Des échantillons de sang ont été analysés pour évaluer les comptes et sous-types de cellules NK. L’équipe s’est concentrée sur les cellules NK circulantes et leurs deux principales sous-populations : les cellules cytotoxiques CD16+CD56dim, qui constituent la majorité des cellules NK périphériques, et les cellules CD16+CD56high moins fréquentes, impliquées dans la production de cytokines et l’immunorégulation.
Les résultats ont montré que les étudiantes présentant des symptômes d’anxiété avaient un pourcentage et un nombre plus bas de cellules NK circulantes et de leurs sous-populations par rapport aux étudiantes n’ayant pas rapporté de symptômes d’anxiété. La gravité semblait compter : les étudiantes avec une anxiété modérée ou sévère avaient un pourcentage significativement plus bas de cellules NK circulantes, tandis que celles avec une anxiété minimale ou légère ne montraient qu’un déclin statistiquement insignifiant. Chez les étudiantes rapportant des symptômes d’insomnie, le nombre et le pourcentage de cellules NK totales et de leurs sous-populations étaient réduits, et des scores d’anxiété plus élevés dans ce groupe étaient négativement associés à la proportion de cellules NK périphériques totales.
« Nous avons constaté que chez les étudiantes présentant des symptômes d’insomnie, le nombre et le pourcentage de cellules NK totales et de leurs sous-populations ont diminué », a déclaré la première auteure, Dr Renad Alhamawi, professeure assistante d’immunologie et d’immunothérapie à l’Université Taibah, dans un communiqué publié par Frontiers. « Les étudiantes présentant des symptômes d’anxiété générale, en revanche, avaient un pourcentage et un nombre plus bas de cellules NK circulantes et de leurs sous-populations, par rapport aux étudiantes sans symptômes. »
Les auteurs notent que les réductions des cellules NK peuvent altérer la fonction immunitaire, augmentant potentiellement la susceptibilité aux infections, aux cancers et à certaines affections de santé mentale, y compris la dépression.
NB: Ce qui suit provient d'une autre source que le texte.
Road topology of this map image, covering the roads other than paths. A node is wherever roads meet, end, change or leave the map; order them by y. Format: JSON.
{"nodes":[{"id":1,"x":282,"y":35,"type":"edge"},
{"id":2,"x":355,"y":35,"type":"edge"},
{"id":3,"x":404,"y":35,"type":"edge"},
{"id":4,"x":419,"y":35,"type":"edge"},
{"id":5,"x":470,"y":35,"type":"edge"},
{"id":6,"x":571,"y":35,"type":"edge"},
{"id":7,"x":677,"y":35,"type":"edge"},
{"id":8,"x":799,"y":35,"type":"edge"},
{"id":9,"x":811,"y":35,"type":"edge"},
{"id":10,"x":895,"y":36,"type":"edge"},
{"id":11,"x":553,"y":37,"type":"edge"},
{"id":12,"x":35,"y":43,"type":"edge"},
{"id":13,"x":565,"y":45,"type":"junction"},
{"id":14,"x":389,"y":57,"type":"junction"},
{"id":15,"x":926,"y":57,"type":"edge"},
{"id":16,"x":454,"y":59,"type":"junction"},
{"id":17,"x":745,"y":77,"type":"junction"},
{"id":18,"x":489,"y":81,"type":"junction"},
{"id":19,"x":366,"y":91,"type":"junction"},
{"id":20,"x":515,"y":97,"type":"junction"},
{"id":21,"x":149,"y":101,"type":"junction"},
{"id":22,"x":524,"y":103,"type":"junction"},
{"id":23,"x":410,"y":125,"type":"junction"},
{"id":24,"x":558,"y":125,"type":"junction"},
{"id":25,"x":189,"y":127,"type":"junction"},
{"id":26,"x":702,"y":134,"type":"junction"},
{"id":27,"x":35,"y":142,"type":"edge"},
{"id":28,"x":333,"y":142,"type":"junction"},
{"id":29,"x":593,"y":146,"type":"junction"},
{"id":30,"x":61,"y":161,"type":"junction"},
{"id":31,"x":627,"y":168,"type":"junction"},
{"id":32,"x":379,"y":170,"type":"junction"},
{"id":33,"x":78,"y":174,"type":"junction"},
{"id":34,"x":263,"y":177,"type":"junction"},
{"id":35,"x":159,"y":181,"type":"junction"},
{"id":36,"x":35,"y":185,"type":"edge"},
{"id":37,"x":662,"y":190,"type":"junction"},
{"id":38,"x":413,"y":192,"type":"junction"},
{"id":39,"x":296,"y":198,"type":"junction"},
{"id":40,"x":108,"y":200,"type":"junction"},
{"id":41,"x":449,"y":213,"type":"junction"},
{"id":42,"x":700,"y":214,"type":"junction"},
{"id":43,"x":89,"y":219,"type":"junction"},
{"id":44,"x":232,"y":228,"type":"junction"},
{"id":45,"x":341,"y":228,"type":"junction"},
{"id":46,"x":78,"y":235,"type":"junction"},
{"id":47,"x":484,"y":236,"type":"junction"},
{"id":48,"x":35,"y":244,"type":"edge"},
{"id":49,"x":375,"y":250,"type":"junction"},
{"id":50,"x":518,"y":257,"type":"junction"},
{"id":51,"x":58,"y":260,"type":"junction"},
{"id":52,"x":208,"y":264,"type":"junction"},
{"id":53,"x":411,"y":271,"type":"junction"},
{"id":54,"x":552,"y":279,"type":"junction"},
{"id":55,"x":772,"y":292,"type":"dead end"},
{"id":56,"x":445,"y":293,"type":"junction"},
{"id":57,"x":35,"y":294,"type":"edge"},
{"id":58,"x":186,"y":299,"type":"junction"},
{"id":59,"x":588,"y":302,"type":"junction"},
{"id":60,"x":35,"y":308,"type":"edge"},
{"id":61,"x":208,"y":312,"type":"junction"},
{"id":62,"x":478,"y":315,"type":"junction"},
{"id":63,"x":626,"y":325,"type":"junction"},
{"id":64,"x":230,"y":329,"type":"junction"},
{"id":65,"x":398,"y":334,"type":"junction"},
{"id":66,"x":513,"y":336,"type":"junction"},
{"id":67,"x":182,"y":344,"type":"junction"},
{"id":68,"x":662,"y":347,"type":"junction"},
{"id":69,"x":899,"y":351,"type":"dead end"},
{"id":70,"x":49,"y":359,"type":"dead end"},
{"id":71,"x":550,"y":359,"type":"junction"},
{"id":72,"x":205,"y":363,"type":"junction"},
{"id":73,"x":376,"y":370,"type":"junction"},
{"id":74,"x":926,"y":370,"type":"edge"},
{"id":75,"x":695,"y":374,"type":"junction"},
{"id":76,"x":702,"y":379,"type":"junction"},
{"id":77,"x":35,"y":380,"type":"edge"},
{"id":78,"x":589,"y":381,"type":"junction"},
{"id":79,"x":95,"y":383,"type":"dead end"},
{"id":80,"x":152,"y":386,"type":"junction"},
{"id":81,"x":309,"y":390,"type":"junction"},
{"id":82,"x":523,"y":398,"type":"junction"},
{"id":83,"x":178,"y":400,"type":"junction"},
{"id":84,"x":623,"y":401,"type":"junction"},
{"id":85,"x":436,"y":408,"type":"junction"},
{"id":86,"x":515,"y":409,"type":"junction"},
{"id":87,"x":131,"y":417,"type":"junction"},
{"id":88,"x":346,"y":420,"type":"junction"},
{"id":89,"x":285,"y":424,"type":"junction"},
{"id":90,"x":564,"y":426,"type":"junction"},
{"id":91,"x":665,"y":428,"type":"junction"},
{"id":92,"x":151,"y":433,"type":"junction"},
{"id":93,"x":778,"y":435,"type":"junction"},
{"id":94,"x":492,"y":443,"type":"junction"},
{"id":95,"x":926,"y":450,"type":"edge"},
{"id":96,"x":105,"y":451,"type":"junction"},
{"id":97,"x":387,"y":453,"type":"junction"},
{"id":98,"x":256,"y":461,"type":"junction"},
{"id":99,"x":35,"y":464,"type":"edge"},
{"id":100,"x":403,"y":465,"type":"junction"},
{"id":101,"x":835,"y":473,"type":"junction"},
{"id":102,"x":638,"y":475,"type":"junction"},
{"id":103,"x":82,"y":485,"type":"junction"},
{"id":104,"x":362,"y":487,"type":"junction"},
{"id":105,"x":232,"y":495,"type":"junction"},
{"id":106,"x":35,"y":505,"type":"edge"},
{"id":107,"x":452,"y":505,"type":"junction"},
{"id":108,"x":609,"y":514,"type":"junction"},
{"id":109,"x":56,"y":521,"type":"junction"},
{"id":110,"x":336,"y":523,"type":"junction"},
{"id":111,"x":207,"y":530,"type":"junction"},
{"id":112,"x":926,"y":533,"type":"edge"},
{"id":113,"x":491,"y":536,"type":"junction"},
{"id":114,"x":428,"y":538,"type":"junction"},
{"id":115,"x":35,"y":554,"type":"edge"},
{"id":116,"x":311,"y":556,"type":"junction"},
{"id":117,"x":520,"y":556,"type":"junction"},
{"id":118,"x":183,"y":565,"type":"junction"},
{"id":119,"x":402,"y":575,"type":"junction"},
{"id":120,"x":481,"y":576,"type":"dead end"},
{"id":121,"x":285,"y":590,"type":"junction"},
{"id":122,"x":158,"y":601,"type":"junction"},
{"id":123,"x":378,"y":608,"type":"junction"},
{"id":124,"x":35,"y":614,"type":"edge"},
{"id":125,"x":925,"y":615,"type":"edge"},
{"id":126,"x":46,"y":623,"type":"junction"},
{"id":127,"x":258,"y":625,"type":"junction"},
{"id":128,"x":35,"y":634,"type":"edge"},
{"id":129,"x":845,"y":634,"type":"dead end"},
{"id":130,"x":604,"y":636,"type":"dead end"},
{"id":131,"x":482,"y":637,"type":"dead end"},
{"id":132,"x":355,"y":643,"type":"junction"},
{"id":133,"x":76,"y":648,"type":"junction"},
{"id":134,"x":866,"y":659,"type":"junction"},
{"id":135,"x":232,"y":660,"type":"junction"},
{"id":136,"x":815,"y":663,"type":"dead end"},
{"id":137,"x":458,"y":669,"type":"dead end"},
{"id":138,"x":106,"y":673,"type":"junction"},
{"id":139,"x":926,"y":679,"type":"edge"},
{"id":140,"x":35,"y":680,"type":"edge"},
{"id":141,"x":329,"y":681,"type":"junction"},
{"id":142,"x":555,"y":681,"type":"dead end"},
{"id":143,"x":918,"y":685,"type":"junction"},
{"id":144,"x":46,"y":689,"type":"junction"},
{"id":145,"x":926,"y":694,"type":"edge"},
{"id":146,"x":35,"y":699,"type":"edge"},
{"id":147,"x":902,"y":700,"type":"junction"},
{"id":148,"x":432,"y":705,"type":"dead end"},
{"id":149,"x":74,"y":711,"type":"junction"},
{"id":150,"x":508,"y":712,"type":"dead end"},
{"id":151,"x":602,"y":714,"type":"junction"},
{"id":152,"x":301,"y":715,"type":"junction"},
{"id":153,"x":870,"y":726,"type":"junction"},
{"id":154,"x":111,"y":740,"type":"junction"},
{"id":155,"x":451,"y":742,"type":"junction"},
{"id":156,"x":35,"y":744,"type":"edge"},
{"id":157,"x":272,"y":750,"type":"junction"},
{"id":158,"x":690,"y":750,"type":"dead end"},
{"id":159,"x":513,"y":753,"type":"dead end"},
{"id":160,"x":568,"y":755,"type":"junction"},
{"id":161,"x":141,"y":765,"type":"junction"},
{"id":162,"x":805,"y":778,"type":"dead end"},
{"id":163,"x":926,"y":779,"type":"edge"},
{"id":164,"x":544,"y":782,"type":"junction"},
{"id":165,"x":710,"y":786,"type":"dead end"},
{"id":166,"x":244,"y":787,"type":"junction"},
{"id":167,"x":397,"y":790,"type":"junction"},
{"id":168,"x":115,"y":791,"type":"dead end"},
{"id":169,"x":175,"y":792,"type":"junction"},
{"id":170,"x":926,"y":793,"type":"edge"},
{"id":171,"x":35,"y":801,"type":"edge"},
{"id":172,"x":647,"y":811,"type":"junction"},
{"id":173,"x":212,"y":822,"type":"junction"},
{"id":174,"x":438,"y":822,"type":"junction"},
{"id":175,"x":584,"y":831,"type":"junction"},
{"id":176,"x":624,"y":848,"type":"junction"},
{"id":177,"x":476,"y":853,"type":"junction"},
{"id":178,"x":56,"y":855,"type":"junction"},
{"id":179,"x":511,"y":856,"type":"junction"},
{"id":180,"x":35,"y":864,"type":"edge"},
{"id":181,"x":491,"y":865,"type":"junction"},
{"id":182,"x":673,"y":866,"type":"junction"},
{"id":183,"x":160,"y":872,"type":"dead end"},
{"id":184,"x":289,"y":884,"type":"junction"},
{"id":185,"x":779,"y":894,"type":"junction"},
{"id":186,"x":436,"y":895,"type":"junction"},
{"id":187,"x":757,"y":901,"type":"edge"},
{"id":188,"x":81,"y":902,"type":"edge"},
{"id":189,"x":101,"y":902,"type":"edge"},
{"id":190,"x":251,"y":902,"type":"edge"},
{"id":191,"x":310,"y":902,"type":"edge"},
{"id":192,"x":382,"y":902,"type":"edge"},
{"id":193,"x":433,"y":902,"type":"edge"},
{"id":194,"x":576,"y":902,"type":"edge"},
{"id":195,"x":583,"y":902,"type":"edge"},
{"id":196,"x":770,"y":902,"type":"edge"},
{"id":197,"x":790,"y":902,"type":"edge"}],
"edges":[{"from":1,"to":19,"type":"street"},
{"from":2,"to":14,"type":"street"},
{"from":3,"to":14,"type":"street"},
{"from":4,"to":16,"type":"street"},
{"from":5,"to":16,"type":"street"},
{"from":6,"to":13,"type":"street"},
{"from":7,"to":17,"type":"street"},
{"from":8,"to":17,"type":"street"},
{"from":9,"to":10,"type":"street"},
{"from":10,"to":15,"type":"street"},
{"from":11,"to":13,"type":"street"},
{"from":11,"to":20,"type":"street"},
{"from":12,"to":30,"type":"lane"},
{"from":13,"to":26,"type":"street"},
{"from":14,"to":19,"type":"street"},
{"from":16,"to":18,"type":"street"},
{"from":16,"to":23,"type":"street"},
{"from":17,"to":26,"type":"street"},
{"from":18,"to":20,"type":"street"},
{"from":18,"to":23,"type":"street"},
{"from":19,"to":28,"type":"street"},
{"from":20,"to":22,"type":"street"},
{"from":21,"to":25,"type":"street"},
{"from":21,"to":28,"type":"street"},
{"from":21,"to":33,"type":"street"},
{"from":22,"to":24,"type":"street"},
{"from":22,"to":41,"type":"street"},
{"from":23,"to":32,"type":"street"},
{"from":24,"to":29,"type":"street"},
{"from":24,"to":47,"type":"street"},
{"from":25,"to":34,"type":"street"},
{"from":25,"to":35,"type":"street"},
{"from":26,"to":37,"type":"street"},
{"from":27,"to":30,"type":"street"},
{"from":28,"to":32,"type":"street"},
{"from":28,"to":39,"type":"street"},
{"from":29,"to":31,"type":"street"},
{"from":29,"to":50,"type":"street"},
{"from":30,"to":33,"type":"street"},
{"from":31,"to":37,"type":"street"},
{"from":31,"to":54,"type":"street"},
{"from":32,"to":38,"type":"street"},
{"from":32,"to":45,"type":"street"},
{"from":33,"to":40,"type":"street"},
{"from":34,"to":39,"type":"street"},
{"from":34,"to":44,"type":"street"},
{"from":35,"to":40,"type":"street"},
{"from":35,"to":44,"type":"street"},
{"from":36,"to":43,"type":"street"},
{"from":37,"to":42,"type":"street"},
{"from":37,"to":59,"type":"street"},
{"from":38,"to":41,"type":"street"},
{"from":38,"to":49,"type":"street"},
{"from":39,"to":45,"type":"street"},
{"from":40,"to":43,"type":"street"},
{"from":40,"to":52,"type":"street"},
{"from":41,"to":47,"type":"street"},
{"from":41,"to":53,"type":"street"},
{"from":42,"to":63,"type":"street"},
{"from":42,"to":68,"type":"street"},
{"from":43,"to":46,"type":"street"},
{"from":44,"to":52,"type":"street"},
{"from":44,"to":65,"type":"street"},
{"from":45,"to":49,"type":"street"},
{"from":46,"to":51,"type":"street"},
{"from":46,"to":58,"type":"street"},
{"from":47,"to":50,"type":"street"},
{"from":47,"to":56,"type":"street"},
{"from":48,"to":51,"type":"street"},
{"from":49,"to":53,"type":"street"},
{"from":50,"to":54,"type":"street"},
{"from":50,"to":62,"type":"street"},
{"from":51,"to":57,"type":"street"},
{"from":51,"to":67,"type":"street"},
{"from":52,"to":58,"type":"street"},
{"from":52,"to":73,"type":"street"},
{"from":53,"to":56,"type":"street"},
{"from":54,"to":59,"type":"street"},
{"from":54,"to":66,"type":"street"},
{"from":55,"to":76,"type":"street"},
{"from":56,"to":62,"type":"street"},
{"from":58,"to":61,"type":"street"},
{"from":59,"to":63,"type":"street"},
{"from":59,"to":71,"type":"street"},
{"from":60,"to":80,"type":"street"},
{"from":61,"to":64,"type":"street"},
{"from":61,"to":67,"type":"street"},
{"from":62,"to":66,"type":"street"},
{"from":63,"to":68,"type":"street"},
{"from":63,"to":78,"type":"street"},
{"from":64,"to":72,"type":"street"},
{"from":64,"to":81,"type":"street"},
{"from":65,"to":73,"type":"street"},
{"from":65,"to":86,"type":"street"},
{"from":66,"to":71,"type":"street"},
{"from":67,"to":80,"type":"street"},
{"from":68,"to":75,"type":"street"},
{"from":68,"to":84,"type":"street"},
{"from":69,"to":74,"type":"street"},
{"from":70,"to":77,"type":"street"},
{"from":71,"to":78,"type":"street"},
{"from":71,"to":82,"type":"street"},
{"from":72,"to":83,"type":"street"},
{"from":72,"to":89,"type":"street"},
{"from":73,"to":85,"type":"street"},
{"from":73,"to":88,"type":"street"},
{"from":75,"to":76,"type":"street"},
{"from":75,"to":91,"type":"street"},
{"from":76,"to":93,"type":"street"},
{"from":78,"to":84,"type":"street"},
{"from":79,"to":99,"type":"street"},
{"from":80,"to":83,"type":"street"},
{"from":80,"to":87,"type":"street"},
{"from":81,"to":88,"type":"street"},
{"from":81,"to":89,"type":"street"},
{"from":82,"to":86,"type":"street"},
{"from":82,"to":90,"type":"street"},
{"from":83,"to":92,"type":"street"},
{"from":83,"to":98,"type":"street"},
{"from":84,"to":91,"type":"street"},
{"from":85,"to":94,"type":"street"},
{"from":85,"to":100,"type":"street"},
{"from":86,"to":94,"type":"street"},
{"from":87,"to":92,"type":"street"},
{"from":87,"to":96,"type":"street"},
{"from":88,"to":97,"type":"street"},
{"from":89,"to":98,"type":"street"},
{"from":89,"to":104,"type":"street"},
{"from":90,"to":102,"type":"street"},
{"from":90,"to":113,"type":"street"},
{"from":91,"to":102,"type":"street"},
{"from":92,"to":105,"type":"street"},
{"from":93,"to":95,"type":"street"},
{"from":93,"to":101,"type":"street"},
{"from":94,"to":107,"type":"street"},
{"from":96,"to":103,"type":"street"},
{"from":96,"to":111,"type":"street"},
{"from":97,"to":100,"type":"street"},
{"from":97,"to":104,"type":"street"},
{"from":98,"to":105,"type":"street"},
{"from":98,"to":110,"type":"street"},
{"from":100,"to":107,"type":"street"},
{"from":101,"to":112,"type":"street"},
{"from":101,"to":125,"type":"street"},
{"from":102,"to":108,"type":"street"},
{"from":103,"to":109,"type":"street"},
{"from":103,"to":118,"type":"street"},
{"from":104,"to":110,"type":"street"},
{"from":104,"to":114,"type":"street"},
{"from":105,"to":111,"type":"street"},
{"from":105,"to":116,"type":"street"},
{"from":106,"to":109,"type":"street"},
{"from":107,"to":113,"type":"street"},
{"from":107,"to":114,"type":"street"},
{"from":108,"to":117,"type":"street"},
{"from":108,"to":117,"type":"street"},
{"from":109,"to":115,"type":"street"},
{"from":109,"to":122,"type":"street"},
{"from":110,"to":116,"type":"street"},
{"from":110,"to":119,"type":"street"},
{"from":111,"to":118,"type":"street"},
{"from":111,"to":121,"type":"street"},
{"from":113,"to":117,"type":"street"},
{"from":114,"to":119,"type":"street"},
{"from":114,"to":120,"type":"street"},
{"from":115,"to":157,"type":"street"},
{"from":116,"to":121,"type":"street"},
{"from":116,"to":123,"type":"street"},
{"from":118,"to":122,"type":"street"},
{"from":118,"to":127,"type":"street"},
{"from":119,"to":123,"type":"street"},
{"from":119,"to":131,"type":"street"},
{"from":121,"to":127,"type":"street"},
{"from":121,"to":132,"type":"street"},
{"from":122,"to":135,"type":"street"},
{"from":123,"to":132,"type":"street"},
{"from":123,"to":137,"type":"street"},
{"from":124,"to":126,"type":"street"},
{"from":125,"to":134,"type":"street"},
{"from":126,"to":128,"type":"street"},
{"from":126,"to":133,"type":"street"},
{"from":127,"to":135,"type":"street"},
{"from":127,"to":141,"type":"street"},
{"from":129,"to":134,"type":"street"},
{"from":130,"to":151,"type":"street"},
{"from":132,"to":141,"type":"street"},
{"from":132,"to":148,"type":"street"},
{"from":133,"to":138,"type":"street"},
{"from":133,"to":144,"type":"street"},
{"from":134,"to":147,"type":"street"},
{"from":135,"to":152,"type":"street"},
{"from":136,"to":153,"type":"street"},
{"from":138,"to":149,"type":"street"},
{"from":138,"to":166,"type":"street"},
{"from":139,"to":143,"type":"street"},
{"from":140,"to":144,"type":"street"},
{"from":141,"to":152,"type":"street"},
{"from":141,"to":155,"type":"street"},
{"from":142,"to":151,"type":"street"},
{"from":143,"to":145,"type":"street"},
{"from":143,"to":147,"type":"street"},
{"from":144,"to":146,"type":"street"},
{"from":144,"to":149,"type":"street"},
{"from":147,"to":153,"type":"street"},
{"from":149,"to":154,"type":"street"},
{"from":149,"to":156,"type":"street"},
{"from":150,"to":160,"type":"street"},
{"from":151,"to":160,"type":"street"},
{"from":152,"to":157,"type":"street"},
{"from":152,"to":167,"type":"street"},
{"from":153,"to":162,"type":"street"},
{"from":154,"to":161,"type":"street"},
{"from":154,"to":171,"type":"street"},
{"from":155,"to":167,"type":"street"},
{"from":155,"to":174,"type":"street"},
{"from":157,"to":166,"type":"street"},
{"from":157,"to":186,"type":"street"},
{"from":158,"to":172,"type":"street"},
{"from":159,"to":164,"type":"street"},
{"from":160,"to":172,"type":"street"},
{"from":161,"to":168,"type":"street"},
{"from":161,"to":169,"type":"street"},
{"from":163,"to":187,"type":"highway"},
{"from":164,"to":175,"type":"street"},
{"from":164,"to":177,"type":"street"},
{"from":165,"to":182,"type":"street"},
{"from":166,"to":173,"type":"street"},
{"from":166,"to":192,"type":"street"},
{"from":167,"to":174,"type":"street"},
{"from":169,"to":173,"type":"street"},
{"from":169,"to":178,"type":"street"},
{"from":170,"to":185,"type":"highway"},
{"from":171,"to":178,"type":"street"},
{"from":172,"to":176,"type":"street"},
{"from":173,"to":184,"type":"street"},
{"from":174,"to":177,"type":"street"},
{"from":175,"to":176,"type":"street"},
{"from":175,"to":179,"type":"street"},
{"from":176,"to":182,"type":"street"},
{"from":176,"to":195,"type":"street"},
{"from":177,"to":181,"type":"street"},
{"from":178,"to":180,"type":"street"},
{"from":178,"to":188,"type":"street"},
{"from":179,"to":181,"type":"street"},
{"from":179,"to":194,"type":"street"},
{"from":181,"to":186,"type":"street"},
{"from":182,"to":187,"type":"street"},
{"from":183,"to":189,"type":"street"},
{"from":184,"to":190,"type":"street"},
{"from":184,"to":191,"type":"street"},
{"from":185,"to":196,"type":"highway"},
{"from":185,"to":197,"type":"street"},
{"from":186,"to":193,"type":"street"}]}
Ils suggèrent que comprendre comment les facteurs de stress psychologiques tels que l’anxiété et les troubles du sommeil influencent la distribution et l’activité des cellules immunitaires, en particulier les cellules NK périphériques, pourrait offrir des perspectives sur les mécanismes sous-jacents à l’inflammation et au développement tumoral.
En même temps, les chercheurs soulignent les limites de leur travail. L’étude était transversale et ne peut déterminer la cause et l’effet. Elle n’incluait que de jeunes femmes dans une seule université en Arabie saoudite, un groupe où l’anxiété et les problèmes de sommeil ont été signalés comme en augmentation disproportionnée, ce qui restreint la généralisation des résultats. Les auteurs appellent à des études plus larges et longitudinales incluant différents groupes d’âge, sexes et régions pour clarifier comment l’anxiété et l’insomnie peuvent se rapporter à la fonction immunitaire au fil du temps.
Des recherches antérieures citées par les auteurs et d’autres experts suggèrent que des mesures de mode de vie telles que l’activité physique régulière, la gestion du stress et un sommeil adéquat et constant peuvent soutenir une activité saine des cellules NK et la fonction immunitaire globale. Cependant, l’anxiété et l’insomnie sont des conditions complexes impliquant de multiples processus biologiques et psychologiques, et les nouveaux résultats indiquent qu’elles peuvent contribuer à une dérégulation immunitaire et, par conséquent, à une inflammation chronique et à une qualité de vie réduite. L’étude souligne l’importance de traiter la santé mentale et le sommeil dans les efforts pour maintenir des défenses immunitaires robustes.